While in the 1970s, most HMOs were nonprofit, most IPAs operate on a
for-profit basis, and help to maintain the current trend of HMOs operating on a
for-profit basis. H. Problems Facing
Managed Care A large problem that also has
ethical aspects to it is the fact that many managed care organizations provide
their physicians with an “illegal kickback arrangement”[57]
that provides monetary rewards to physicians who decide against administering
costly tests for patients who could benefit from these services. They do so simply because the managed care
organizations have told them that if they keep such costs down, they will
receive these monetary rewards for their compliance. While in the past, doctors could potentially abuse the
fee-for-service arrangement by ordering extraneous tests that were not deemed
medically necessary, these tests at least safeguarded the patient and was not
potentially damaging like the withholding of tests can be.[58] Denial of
care is another important problem that managed care creates. Currently, more than 70 percent of health
dollars go toward caring for the ill.
Hence, for-profit managed care organizations wish to attract healthy
patients and screen out the high-risk groups.
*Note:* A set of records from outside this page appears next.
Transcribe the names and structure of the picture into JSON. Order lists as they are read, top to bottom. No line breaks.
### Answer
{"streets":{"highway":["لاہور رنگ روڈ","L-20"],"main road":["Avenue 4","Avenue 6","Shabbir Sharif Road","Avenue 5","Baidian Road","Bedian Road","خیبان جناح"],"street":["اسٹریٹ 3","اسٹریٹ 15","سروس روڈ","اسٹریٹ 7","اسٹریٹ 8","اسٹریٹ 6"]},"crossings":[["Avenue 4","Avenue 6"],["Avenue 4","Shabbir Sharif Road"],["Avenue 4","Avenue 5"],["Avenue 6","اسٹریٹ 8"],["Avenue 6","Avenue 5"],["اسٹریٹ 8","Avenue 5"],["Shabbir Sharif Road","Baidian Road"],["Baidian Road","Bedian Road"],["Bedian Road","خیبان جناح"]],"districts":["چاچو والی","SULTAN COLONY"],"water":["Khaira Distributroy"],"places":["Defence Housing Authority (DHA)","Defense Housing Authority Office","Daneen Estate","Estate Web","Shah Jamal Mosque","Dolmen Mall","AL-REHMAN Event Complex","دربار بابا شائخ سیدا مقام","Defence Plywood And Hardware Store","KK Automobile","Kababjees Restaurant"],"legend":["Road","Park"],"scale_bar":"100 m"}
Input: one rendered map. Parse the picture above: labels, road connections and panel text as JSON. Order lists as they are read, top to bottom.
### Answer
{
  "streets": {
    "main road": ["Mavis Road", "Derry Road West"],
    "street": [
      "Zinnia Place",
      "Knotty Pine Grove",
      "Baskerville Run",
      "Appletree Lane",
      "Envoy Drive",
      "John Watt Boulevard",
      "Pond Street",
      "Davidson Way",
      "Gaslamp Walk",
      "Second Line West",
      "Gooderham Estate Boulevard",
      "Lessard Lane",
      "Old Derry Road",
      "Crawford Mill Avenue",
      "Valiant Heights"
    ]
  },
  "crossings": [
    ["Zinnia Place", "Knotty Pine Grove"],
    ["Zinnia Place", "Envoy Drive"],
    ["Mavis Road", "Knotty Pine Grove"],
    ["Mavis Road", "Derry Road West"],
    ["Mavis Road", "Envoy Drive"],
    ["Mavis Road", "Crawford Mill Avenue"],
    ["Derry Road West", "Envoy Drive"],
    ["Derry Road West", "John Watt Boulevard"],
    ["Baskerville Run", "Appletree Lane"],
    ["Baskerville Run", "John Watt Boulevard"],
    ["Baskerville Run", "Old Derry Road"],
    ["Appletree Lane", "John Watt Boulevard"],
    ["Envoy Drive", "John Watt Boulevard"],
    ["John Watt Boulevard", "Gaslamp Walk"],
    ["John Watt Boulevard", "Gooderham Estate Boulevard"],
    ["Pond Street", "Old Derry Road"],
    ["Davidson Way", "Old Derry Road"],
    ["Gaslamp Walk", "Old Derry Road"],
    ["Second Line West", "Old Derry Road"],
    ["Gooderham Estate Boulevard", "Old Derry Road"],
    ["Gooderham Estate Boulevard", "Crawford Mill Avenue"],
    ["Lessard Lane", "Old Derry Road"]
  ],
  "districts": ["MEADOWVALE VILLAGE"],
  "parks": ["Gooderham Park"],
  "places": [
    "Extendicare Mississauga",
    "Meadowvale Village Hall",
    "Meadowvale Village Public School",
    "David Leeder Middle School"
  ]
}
These for-profit organizations also limit the services that attract the
sick and disabled so that they can select for healthier patients without being
accused of discriminating against sick people.[59] Another problem with managed care is their
use of report cards. Health plans are
creating such report cards and acquiring information from members of their
plans who are typically less sick and thus, have little contact with the
system. Thus, the quality reports of
health plans are much higher than they actually are overall, as the
administrators of these health plans are manipulating the selection of
participants. According to recent
reports from the Medical Outcomes Study as well as the Robert Wood Johnson Foundation,
people actually showed “significantly worse access, satisfaction, and outcomes
for the poor, sick and elderly in managed care.”[60] The final
and perhaps one of the most important problems that managed care creates is the
fact that it diverts revenue away from hospitals and clinics (to go toward
paying administrative costs and hefty salaries to managed care CEOs’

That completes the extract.